Moreover, the scale of the collection may itself give rise to a reasonable expectation of privacy. In Facebook Internet Tracking , for example, the Ninth Circuit considered allegations that Facebook acquired " ‘an enormous amount of individualized data’ to compile a ‘vast repository of personal data.’ " 956 F.3d at 603. The Court concluded that the plaintiffs did not need to allege disclosure of any specific sensitive data because Facebook's alleged practices provided "access to a category of information otherwise unknowable." Id. (quoting Patel v. Facebook , 932 F.3d 1264, 1273 (9th Cir. 2019) ).

Hart alleges that the TWC app "did not direct users to any ‘Privacy Policy’ or ‘Privacy Settings’ " when asking for access to location data. ECF No. 1 ¶ 29. Instead, the app stated only that granting access "will result in ‘personalized local weather data, alerts, and forecasts’ " on Apple devices and nothing at all on Android devices. Id. ¶ 28. Assuming the truth of these allegations, Hart did not consent to TWC's data practices through a click-wrap agreement, and TWC's privacy policy is closer to browsewrap. Its significance therefore depends on the surrounding facts of its presentation – which are neither alleged in the complaint nor presented in TWC's requests for judicial notice. Accordingly, at this stage of the proceedings, the Court cannot determine whether TWC's privacy policy eliminated a reasonable expectation of privacy.

Although TWC seeks judicial notice of the privacy policy itself, it provides no details of how it was presented to users. The Court denies judicial notice of TWC's privacy policies and settings, as well as the remaining documents, because this order does not rely on them.

Against this background, TWC's argument that its compliance with the California Online Privacy Protection Act ("CalOPPA") resolves the issue misses the mark. There is no indication that the California Legislature intended CalOPPA to operate as a ceiling, rather than a floor, for privacy protection. Moreover, CalOPPA requires website operators to "conspicuously post" a privacy policy outlining collection and use of certain data. Cal. Bus. & Prof. Code § 22575(a). As explained above, there is no information in the record about TWC's posting of its privacy policy, conspicuous or otherwise. That Hart does not contest CalOPPA compliance does not serve as an admission where none of the claims relates to CalOPPA. TWC's asserted compliance with CalOPPA is not relevant to the present motion.

Hart has adequately alleged a reasonable expectation of privacy.

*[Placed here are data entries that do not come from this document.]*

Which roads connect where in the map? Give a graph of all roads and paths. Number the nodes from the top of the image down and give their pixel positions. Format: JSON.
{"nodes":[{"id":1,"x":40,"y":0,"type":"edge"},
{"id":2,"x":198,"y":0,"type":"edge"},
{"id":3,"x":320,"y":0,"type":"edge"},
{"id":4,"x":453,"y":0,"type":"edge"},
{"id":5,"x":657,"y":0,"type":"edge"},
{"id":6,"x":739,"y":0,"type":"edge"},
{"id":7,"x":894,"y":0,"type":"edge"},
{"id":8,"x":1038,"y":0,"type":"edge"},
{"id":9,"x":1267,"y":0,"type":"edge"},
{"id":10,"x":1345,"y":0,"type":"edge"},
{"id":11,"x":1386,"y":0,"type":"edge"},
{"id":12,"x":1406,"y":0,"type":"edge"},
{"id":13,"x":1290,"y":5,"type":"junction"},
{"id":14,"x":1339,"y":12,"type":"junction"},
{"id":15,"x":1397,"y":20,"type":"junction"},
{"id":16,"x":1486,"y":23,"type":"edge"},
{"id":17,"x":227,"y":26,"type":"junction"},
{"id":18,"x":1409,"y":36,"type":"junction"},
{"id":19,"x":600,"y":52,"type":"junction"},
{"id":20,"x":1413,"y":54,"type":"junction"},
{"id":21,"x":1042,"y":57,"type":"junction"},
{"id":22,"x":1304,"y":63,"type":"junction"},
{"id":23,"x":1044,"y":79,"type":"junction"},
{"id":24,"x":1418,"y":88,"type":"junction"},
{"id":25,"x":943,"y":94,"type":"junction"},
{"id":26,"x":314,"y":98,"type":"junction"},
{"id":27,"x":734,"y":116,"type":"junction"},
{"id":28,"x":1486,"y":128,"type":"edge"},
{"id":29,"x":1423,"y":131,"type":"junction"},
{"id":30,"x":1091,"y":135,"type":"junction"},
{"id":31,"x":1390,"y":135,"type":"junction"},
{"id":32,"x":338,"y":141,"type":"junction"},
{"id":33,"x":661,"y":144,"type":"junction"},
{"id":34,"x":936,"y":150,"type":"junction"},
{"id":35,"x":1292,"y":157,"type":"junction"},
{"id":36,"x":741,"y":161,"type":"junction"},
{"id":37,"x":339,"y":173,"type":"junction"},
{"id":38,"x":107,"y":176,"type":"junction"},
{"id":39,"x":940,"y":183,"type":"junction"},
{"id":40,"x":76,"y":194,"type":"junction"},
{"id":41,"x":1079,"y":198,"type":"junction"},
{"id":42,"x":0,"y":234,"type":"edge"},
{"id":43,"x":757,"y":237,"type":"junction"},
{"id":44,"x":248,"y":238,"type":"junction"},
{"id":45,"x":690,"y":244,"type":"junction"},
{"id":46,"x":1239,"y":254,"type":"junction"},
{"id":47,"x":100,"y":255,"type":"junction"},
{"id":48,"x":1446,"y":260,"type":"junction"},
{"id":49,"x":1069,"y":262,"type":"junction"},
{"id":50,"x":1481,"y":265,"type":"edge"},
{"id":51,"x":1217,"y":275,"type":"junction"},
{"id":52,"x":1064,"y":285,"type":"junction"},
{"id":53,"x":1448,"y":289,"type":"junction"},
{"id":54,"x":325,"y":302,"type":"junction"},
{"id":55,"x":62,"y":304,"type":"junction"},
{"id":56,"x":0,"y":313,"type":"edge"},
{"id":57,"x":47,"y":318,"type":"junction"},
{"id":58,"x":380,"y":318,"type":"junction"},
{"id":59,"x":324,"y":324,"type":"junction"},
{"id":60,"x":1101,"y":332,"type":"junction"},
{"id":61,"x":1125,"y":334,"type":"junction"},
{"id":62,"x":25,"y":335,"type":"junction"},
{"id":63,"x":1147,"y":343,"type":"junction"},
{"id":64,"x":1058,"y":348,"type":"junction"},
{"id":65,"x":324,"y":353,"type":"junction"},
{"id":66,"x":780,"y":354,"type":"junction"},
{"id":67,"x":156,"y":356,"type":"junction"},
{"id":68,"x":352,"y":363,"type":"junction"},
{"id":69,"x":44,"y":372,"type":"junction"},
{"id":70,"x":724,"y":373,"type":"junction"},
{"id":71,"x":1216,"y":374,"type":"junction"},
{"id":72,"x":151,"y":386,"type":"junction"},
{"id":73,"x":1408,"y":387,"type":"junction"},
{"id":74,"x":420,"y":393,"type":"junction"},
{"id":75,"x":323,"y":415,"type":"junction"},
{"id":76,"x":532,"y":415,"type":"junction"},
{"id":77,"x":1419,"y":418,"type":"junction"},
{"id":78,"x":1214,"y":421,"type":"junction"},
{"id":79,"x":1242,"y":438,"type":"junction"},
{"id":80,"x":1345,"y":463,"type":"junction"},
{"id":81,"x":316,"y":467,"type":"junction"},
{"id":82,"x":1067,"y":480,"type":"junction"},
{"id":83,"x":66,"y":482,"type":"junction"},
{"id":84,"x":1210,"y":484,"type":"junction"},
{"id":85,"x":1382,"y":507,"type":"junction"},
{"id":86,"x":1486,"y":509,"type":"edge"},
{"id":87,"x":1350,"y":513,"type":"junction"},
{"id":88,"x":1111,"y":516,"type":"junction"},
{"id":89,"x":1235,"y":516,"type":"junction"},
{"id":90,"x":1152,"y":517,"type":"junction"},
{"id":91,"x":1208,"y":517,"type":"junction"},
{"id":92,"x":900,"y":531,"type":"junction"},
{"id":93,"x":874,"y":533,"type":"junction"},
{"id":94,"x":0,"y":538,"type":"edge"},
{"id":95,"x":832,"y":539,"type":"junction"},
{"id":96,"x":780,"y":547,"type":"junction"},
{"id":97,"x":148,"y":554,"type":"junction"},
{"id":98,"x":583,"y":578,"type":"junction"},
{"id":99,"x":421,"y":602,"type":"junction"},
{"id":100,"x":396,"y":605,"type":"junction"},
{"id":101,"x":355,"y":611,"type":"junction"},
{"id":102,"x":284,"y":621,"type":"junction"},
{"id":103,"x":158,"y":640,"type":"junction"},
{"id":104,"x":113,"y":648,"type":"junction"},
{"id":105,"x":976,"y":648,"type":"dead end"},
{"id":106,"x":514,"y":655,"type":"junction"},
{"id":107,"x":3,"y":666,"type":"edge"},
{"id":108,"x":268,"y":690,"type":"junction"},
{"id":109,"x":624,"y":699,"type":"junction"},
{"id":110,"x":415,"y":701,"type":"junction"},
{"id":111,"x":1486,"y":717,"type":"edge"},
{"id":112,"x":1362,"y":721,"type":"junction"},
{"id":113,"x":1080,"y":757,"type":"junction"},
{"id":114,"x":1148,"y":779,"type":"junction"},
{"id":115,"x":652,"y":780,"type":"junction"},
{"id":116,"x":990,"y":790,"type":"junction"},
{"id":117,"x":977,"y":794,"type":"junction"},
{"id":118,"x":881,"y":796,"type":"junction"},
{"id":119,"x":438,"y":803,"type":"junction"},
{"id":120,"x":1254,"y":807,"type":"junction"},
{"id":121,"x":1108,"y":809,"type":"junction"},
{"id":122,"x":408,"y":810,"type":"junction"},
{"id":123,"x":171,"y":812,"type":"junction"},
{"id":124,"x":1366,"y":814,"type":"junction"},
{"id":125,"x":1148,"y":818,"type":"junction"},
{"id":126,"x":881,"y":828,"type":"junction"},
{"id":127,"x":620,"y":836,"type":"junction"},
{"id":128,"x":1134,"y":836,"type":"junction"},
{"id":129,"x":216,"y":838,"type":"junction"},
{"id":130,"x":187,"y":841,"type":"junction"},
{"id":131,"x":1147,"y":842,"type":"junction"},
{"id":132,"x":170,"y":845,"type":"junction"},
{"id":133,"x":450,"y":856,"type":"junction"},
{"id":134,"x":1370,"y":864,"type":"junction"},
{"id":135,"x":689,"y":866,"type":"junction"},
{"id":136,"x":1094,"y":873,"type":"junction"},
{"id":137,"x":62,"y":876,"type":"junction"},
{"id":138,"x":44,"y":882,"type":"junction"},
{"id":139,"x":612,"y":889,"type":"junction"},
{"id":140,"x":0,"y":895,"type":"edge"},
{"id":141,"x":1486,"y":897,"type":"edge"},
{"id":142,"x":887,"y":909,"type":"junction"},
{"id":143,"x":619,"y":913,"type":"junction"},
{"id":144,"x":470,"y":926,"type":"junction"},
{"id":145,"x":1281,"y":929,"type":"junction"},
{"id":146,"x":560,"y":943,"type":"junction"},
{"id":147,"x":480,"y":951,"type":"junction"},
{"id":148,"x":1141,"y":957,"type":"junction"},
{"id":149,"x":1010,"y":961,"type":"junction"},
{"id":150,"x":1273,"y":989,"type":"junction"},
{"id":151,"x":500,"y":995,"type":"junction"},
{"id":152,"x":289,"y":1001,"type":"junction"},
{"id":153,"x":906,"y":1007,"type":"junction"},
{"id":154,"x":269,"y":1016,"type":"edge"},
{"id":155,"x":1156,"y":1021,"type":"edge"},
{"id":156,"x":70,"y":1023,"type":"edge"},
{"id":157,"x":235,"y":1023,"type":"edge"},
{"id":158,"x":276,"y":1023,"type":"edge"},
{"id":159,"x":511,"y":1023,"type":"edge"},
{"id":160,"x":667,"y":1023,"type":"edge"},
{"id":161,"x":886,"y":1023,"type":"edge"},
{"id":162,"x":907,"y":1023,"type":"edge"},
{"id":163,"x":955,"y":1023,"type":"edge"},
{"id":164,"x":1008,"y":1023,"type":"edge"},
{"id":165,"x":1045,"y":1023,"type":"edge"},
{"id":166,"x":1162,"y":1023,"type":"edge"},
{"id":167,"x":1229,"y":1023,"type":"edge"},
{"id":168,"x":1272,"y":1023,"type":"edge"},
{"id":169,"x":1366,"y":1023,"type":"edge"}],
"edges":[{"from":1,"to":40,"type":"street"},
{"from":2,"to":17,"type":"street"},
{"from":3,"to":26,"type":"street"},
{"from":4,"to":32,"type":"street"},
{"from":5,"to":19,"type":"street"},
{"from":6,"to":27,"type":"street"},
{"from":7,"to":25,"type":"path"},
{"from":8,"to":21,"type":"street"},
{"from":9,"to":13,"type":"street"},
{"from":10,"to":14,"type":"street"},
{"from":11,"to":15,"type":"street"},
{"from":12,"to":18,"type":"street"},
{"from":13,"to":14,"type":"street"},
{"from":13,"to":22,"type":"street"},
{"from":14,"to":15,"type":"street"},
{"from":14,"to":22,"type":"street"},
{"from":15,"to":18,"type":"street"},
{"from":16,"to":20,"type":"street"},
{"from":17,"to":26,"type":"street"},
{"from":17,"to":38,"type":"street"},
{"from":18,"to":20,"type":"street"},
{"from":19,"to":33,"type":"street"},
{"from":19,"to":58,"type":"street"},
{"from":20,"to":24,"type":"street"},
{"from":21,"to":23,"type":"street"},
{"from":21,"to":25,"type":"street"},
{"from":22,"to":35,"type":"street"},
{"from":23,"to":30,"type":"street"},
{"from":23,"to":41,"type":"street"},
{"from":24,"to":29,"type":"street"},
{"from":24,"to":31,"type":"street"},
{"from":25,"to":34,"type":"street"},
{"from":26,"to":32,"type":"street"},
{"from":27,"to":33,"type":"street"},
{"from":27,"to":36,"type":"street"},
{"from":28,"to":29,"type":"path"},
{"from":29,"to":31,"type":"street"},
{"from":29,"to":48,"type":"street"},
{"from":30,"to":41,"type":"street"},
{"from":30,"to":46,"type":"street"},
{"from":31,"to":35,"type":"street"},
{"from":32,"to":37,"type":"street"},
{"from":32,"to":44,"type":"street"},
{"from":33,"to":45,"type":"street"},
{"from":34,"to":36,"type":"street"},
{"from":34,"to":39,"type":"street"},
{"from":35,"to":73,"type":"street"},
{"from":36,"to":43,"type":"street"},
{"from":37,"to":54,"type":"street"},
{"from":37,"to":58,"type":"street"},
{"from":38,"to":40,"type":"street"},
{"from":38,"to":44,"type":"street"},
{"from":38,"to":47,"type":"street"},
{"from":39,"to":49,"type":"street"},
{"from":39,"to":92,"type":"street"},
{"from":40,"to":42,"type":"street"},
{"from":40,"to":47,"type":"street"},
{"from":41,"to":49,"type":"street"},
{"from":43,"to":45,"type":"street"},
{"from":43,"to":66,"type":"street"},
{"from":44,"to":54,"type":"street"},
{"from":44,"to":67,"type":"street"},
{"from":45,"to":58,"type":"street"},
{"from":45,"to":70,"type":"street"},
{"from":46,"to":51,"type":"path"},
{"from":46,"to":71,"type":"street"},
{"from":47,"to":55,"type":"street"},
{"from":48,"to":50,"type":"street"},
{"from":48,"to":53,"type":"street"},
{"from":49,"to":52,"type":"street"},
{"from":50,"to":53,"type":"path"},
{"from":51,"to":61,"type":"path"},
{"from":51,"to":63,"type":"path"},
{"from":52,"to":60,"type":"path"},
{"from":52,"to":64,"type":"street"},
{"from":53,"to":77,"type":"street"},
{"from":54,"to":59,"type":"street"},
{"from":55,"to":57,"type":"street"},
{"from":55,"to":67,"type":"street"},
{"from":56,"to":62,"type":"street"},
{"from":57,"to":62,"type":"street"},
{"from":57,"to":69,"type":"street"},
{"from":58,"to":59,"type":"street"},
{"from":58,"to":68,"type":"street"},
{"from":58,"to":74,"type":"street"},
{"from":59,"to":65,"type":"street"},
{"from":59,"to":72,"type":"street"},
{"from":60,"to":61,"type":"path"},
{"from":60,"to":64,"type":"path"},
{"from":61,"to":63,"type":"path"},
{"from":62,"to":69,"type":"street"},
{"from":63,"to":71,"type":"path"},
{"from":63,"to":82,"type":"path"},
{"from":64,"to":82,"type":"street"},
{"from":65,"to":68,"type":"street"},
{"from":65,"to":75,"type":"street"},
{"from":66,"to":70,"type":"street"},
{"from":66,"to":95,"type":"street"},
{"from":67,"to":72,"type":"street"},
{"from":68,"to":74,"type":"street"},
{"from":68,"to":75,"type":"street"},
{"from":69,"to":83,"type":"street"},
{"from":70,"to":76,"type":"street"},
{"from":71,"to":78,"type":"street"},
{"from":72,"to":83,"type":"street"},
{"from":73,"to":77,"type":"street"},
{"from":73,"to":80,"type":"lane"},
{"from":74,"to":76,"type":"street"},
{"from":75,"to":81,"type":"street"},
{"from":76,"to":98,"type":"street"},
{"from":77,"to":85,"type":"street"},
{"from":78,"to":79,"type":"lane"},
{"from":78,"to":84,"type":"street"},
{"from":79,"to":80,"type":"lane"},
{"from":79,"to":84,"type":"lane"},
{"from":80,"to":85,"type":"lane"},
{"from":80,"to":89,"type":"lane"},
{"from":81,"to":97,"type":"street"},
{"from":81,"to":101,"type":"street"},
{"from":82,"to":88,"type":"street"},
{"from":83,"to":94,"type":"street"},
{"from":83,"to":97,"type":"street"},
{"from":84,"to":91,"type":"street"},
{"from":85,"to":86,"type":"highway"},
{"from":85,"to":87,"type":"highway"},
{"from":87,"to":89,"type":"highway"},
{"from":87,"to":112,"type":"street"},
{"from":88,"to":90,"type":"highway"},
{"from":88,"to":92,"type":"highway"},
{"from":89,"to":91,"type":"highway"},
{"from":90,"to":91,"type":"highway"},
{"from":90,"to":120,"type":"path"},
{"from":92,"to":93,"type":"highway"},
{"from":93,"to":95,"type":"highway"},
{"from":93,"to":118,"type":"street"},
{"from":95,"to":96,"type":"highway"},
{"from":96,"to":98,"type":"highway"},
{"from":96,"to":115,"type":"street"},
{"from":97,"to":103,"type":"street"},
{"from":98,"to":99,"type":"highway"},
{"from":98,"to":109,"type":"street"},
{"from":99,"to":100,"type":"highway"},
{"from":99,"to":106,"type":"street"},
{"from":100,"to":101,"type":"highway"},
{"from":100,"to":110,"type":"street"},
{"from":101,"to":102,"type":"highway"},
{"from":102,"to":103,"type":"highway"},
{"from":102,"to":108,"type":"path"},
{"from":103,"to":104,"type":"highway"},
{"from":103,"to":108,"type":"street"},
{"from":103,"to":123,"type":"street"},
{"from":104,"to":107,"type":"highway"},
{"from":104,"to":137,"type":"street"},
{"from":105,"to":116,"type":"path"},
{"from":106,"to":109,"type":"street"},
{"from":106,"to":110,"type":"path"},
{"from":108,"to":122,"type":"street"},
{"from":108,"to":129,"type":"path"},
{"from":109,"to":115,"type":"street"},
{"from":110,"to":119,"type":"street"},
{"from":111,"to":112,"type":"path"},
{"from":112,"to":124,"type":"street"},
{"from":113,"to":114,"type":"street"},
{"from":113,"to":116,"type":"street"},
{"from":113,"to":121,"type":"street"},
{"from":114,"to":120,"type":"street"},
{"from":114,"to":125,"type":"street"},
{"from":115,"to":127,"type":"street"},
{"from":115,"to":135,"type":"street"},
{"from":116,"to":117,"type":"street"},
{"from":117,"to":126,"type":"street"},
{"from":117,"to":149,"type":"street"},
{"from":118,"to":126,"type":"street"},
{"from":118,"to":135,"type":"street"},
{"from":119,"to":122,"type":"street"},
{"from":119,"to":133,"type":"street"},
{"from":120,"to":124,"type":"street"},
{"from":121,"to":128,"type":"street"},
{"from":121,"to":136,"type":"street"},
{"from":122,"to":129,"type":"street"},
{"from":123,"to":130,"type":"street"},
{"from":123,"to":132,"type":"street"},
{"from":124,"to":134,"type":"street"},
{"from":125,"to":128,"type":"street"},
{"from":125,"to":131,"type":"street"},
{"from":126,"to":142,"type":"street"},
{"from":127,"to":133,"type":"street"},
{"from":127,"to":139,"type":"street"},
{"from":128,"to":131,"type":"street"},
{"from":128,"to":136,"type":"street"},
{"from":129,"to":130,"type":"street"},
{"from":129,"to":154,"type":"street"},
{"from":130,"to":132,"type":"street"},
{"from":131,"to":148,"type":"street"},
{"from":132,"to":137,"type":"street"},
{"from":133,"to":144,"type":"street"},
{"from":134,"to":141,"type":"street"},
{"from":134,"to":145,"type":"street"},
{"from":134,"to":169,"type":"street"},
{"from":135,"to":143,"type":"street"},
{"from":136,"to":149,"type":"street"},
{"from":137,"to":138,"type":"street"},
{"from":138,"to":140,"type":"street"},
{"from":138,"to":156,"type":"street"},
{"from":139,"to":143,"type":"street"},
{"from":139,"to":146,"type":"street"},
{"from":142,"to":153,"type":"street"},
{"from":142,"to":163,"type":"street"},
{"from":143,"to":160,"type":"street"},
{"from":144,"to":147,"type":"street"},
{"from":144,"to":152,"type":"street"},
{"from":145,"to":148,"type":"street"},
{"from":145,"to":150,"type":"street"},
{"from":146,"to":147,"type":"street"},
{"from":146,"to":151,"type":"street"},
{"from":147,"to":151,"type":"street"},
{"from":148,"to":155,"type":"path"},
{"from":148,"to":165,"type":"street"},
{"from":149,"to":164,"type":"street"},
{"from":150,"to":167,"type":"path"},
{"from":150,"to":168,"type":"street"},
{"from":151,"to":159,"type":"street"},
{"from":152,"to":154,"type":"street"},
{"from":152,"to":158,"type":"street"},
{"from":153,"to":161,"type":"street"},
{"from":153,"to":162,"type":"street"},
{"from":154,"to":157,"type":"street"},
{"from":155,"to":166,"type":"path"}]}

b. Highly Offensive Intrusion

Turning to the second contested element, determining the "offensiveness" of a privacy intrusion "requires a holistic consideration of factors such as the likelihood of serious harm to the victim, the degree and setting of the intrusion, the intruder's motives and objectives, and whether countervailing interests or social norms render the intrusion inoffensive." Facebook Internet Tracking , 956 F.3d at 606 (citing Hernandez , 47 Cal. 4th at 287, 97 Cal.Rptr.3d 274, 211 P.3d 1063 ). The California Constitution "sets a high bar" for establishing a privacy violation and requires an "egregious breach of social norms" to be actionable. In re Yahoo Mail Litig. , 7 F. Supp. 3d 1016, 1038 (N.D. Cal. 2014) (quotation marks and citations omitted). However, as the Ninth Circuit recently concluded, "[t]he ultimate question" of whether certain practices "could highly offend a reasonable person is an issue that cannot be resolved at the pleading stage." Facebook Internet Tracking , 956 F.3d at 606. The court permitted a claim based on widespread tracking of internet browsing activity, even though the plaintiff did not allege specific harm or sensitive data collection. See id. The same result follows here. TWC allegedly tracked, stored, and shared precise location data on a continuous basis, even when the user did not have the app open. ECF No. 1 ¶¶ 33-36; see Facebook Internet Tracking , 956 F.3d at 606 n.8 (distinguishing cases where there were "no allegations that the defendants tracked the plaintiffs after the plaintiffs stopped using the defendant's services"). The complaint's allegations are sufficient to plausibly allege that TWC's intrusion of Hart's privacy was highly offensive. Goodman v. HTC America, Inc. , No. C11-1793MJP, 2012 WL 2412070, at *13-15 (W.D. Wash. June 26, 2012) (denying motion to dismiss California constitutional privacy claim in case alleging continuous collection of fine location data by a different weather app).

3. Remedies

TWC next argues that Hart cannot recover damages under article I, section 1 of the California Constitution, and that he fails to state a claim for injunctive relief. As to damages, one California appellate court has determined that they are not available against a government entity. Clausing v. San Francisco Unified Sch. Dist. , 221 Cal. App. 3d 1224, 1238, 271 Cal.Rptr. 72 (1990). However, the California Supreme Court has subsequently described the availability of damages as "an open question." Hernandez , 47 Cal. 4th at 286, 97 Cal.Rptr.3d 274, 211 P.3d 1063 (citing Katzberg v. Regents of Univ. of Cal. , 29 Cal. 4th 300, 313 n.13, 127 Cal.Rptr.2d 482, 58 P.3d 339 (2002) ); see also Katzberg , 29 Cal. 4th at 314-15 & n.16, 127 Cal.Rptr.2d 482, 58 P.3d 339 (characterizing Clausing as having "summarily" reached its conclusion while "overlook[ing]" Porten v. University of San Francisco , 64 Cal. App. 3d 825, 134 Cal.Rptr. 839 (1976), which "suggested that money damages are available").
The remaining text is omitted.